> **EXERCISE DESCRIPTION**
Whenever a line in the entries below contains the string "Guldenlaan", copy that line.

Collected data entries:
>>

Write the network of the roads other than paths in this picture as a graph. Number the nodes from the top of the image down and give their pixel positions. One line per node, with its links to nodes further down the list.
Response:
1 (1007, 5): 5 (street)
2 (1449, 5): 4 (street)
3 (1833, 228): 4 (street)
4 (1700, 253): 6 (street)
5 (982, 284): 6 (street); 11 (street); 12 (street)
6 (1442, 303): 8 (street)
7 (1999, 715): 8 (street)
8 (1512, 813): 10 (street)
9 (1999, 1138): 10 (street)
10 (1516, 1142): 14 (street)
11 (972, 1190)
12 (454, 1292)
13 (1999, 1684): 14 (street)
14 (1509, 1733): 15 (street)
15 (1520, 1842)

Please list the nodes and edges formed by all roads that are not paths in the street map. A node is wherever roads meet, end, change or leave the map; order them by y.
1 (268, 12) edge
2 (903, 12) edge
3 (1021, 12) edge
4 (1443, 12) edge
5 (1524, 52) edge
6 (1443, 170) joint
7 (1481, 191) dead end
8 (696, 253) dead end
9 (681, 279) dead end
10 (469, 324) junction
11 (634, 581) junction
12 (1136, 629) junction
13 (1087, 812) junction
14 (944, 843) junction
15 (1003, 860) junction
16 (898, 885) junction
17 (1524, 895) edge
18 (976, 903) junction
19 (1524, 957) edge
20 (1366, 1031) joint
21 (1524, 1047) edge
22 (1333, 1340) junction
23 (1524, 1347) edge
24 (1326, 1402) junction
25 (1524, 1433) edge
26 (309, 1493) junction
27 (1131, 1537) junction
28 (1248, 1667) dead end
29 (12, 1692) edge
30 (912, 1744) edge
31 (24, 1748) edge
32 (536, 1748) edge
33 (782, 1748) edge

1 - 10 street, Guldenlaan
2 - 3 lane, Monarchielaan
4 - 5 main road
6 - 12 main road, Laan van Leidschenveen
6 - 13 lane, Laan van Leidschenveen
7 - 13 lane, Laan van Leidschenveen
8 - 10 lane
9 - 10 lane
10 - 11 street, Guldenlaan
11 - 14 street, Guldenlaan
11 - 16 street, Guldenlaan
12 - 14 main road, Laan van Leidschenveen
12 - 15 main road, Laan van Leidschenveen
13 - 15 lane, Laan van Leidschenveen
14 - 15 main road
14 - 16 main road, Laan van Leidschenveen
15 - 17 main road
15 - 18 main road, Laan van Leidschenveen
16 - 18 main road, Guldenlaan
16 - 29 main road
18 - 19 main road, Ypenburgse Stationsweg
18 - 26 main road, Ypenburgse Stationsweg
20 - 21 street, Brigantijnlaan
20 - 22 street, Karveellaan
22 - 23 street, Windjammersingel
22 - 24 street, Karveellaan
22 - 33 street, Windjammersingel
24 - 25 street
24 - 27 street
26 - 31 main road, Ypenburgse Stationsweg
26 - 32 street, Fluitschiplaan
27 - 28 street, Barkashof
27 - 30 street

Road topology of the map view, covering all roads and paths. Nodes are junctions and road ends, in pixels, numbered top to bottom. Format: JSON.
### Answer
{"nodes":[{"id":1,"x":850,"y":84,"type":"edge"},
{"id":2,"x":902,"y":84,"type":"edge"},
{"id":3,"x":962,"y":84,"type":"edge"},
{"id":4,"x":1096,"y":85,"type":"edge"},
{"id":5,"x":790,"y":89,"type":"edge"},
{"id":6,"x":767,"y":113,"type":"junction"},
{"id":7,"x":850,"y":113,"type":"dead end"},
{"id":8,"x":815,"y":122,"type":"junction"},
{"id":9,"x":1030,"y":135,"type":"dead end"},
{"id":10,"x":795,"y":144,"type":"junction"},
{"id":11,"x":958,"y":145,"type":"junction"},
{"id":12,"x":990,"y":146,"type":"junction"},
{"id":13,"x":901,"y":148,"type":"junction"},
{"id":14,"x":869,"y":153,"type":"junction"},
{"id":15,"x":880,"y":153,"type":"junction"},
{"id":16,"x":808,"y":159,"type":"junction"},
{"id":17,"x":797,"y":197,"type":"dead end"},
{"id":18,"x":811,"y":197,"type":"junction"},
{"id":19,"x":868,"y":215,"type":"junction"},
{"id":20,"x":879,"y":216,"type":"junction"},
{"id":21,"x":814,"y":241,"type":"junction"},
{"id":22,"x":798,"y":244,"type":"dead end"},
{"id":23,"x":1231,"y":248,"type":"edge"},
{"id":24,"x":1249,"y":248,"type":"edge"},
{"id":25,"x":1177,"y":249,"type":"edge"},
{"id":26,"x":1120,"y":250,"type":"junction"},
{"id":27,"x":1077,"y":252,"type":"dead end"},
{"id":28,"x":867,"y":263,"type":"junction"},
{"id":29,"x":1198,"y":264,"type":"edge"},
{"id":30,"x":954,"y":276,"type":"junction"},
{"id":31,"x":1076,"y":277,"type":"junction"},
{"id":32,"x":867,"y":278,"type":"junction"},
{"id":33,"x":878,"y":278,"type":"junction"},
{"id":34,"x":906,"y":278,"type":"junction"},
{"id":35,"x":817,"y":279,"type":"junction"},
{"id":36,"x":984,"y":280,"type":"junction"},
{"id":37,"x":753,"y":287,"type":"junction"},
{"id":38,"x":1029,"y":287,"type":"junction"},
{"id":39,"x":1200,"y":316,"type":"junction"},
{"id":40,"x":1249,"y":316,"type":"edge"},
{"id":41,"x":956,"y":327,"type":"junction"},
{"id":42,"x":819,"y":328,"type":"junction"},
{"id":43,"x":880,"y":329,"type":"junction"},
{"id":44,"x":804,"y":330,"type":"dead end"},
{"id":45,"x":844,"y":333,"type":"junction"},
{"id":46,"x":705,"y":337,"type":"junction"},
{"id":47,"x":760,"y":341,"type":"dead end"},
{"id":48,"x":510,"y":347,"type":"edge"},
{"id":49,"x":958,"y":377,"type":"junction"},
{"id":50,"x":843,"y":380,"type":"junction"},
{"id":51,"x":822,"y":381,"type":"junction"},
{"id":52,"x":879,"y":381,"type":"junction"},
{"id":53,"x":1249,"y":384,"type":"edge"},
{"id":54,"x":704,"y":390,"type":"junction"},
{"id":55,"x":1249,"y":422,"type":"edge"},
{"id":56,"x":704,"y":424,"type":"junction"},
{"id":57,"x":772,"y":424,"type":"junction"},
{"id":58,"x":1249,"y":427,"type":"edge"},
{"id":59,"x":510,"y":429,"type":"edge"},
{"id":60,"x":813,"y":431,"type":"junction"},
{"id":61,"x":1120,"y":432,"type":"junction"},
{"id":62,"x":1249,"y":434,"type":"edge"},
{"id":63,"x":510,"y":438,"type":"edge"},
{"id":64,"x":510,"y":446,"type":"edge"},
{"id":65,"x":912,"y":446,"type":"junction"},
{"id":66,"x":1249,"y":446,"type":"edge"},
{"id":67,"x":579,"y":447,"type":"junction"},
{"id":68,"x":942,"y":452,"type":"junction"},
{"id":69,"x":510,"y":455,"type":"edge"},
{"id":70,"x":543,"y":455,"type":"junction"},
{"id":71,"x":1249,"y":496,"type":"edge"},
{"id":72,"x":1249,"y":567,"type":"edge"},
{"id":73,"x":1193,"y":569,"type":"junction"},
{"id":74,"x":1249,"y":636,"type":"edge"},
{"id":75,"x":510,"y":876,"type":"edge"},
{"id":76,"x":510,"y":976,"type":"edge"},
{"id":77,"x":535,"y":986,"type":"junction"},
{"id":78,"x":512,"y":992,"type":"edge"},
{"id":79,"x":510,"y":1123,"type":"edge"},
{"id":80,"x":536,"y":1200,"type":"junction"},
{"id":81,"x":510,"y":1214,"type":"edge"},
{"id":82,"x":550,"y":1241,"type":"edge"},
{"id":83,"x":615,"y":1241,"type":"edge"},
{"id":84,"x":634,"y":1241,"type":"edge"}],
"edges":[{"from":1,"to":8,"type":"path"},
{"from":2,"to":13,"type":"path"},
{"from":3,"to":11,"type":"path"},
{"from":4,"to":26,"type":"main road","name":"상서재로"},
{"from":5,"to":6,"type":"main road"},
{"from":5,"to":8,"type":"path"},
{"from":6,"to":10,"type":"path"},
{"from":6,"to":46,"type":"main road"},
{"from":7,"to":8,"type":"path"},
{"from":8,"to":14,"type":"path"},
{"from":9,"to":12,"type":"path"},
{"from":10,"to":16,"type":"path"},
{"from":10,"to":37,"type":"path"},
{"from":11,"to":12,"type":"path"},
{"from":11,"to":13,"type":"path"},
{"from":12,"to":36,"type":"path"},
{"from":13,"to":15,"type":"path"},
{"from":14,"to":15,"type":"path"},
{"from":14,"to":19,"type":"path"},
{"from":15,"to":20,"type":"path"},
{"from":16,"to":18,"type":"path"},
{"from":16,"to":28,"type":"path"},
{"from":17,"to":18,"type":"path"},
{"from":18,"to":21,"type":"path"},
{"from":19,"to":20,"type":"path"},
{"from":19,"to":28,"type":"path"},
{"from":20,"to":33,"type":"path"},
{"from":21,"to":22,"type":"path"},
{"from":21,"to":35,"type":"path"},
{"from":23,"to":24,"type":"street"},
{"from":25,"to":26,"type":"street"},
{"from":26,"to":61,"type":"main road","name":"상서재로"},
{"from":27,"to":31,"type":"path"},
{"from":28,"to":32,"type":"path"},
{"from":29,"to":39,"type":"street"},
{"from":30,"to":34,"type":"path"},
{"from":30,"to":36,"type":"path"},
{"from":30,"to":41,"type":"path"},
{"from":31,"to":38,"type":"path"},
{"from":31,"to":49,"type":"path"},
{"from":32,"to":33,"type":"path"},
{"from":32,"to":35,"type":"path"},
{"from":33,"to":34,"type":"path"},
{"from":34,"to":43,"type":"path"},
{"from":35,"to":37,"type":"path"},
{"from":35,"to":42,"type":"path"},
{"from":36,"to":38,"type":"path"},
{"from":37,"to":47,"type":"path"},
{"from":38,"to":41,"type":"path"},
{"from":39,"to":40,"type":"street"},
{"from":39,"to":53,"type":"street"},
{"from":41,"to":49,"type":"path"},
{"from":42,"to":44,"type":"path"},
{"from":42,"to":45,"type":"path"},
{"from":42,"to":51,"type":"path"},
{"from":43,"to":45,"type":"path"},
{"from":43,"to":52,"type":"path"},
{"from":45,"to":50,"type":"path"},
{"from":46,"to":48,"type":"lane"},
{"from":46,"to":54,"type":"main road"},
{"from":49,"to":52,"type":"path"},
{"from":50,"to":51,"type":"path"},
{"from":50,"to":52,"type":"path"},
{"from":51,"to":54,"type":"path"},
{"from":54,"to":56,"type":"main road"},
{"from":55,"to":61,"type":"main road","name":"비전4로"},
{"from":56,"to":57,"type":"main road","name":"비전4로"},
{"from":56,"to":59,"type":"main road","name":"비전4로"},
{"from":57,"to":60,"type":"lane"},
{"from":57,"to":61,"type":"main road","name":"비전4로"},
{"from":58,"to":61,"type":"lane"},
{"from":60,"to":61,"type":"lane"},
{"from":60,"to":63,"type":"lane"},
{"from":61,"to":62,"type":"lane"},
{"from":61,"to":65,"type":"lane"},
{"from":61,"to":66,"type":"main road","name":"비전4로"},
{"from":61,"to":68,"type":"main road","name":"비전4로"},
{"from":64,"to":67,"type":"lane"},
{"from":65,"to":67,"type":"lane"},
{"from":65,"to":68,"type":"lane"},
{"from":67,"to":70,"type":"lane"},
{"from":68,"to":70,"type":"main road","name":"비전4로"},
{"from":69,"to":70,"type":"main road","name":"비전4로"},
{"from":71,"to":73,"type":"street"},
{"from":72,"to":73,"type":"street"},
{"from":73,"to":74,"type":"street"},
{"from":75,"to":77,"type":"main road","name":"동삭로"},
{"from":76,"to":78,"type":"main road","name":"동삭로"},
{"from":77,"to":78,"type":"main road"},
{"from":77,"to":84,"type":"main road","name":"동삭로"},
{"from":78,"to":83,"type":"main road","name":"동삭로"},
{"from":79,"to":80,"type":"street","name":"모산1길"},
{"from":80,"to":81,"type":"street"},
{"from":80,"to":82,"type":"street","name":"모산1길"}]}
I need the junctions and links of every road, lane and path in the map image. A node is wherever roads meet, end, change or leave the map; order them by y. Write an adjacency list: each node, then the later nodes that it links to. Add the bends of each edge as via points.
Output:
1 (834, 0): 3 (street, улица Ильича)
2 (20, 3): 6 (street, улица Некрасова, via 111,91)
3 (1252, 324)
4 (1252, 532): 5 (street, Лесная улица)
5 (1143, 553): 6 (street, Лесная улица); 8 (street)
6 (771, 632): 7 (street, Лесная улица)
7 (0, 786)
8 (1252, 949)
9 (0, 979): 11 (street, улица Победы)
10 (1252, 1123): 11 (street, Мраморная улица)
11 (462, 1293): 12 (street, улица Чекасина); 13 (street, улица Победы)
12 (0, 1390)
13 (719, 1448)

<<

> **SOLUTION FOR THIS TASK**
1 - 10 street, Guldenlaan
10 - 11 street, Guldenlaan
11 - 14 street, Guldenlaan
11 - 16 street, Guldenlaan
16 - 18 main road, Guldenlaan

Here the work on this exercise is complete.